If your Linux command-line fu is strong, try using
ddrescue to make a backup image of your hard disk, then use
foremost to extract the photos (JPGs, I assume?)
From experience, I can say that this is a remarkably effective approach to use on failing drives if your objective is to recover the types of files that Foremost can recognise, including photos, movies, music, and Office documents.
ddrescue is special because it was designed specifically to read flaky disks. Regular
dd will stop dead when it encounters errors;
ddrescue shrugs, marks the bad sector to be tried again later, and moves on.
GNU ddrescue is a data recovery tool. It copies data from one file or block device (hard disc, cdrom, etc) to another, trying hard to rescue data in case of read errors.
foremost is special because it does not rely on the filesystem at all. Your partition table or filesystem structures could be completely trashed, yet
foremost will still recover (many of) your files.

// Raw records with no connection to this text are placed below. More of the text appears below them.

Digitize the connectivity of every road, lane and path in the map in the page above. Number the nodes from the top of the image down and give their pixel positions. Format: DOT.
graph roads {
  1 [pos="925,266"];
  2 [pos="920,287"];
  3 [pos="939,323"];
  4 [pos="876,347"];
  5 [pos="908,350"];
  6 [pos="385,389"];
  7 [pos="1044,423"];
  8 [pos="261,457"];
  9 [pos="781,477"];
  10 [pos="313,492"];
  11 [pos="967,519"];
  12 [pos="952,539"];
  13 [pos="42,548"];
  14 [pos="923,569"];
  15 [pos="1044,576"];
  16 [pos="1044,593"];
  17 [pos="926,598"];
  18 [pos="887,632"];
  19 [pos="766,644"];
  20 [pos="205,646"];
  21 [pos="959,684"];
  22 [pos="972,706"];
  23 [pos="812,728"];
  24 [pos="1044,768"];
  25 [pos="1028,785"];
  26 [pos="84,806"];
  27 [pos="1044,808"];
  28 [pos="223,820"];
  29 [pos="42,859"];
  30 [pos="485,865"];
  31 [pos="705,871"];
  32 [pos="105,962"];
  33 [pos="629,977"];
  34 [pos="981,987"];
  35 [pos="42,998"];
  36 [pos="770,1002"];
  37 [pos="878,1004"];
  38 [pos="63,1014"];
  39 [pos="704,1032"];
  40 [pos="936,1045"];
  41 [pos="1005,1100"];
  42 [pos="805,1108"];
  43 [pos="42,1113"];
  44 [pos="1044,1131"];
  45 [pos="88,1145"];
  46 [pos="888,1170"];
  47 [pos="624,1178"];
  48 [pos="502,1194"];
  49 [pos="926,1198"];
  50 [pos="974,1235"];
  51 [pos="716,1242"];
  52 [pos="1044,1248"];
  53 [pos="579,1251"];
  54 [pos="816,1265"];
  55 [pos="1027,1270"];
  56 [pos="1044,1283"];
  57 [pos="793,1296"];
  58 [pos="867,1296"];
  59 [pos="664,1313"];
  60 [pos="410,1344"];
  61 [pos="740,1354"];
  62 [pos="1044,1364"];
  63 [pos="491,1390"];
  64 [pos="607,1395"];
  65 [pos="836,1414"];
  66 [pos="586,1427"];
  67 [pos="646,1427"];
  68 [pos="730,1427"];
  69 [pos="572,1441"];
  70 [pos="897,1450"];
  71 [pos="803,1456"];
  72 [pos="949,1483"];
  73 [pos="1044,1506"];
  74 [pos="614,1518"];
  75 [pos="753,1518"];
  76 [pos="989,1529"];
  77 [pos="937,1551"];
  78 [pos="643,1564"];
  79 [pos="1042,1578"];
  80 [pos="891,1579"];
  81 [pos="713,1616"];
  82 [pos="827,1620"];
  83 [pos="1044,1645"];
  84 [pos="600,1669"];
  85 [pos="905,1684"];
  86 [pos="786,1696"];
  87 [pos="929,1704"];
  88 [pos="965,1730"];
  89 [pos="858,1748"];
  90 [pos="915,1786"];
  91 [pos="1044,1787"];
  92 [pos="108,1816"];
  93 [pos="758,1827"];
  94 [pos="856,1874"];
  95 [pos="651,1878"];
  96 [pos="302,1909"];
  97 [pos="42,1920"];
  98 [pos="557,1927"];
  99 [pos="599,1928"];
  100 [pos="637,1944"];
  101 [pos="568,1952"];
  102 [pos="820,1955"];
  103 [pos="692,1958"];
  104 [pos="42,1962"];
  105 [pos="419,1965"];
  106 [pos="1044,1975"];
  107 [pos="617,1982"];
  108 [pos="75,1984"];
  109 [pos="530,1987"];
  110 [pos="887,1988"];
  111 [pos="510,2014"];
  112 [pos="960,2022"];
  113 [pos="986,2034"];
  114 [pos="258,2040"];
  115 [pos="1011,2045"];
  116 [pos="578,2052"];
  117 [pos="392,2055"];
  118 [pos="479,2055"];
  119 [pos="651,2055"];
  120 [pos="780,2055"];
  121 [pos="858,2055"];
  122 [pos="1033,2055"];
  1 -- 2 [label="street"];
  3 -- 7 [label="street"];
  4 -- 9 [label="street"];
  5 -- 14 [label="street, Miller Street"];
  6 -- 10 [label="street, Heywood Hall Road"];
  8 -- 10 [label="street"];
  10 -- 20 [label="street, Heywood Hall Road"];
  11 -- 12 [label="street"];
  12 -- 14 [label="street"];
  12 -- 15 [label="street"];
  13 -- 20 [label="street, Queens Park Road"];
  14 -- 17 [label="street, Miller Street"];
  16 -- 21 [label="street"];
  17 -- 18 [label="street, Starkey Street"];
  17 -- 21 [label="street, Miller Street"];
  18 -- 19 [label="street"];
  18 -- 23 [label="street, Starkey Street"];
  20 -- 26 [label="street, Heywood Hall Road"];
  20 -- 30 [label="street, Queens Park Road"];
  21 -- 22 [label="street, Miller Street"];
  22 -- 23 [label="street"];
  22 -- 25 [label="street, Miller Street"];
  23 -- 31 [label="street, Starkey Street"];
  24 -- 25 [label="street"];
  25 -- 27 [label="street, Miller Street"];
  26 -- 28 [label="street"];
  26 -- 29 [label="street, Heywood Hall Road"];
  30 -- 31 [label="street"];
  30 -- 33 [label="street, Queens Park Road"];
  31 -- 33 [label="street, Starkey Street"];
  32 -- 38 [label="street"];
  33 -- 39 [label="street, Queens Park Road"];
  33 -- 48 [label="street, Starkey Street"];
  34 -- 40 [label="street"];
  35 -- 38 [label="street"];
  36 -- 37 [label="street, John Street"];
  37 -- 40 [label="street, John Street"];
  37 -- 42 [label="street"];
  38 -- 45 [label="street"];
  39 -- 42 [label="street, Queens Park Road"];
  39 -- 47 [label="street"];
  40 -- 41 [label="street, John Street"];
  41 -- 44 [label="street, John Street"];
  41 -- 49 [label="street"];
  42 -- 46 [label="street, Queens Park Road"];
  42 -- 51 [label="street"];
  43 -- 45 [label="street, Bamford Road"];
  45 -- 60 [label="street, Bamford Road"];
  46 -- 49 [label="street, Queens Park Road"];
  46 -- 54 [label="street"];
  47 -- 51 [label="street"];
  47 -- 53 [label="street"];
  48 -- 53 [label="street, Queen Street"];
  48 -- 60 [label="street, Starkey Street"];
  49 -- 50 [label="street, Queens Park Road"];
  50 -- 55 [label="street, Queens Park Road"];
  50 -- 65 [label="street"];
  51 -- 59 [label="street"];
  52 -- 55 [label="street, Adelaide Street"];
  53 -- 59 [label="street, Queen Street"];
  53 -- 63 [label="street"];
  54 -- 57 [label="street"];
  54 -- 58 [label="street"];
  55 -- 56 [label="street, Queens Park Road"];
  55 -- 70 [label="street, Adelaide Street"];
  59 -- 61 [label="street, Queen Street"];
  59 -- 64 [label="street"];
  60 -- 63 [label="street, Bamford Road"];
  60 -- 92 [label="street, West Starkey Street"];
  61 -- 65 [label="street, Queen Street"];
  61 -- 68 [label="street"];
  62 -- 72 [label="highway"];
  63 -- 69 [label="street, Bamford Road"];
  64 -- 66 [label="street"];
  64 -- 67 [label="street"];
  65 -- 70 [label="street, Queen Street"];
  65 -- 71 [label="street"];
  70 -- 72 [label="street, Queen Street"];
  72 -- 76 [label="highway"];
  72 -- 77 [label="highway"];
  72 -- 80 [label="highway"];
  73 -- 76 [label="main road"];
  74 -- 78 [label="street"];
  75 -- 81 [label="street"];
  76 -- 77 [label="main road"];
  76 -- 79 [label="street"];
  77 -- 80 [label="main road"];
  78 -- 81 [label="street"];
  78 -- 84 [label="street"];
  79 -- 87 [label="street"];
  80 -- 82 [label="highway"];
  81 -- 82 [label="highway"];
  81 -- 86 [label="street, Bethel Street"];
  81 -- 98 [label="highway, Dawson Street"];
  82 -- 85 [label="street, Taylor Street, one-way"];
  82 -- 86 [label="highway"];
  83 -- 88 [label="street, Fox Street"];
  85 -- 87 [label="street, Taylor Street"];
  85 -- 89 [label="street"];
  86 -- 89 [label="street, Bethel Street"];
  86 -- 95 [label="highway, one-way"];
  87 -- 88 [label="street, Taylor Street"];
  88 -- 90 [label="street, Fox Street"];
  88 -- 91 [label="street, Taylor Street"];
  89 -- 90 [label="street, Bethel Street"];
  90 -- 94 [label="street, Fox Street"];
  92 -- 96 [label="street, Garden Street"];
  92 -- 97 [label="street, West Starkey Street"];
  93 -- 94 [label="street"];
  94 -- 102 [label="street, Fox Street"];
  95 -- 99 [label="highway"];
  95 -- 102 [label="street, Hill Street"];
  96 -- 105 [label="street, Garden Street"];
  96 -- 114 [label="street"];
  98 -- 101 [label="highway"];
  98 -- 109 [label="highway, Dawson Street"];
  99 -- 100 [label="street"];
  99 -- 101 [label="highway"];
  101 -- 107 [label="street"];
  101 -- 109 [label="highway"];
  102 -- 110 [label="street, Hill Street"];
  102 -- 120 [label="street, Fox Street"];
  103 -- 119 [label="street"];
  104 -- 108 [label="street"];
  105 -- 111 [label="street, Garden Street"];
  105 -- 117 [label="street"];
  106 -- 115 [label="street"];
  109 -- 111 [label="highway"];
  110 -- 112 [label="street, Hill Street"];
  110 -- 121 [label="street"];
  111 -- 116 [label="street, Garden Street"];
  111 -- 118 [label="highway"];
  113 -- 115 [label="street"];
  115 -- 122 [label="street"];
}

Foremost is a console program to recover files based on their headers, footers, and internal data structures. This process is commonly referred to as data carving. Foremost can work on image files, such as those generated by dd, Safeback, Encase, etc, or directly on a drive. The headers and footers can be specified by a configuration file or you can use command line switches to specify built-in file types. These built-in types look at the data structures of a given file format allowing for a more reliable and faster recovery.
Other alternatives are
PhotoRec which runs on Windows, though I'm not sure how well it will do in the face of disk errors, and
GetDataBack which is paid software.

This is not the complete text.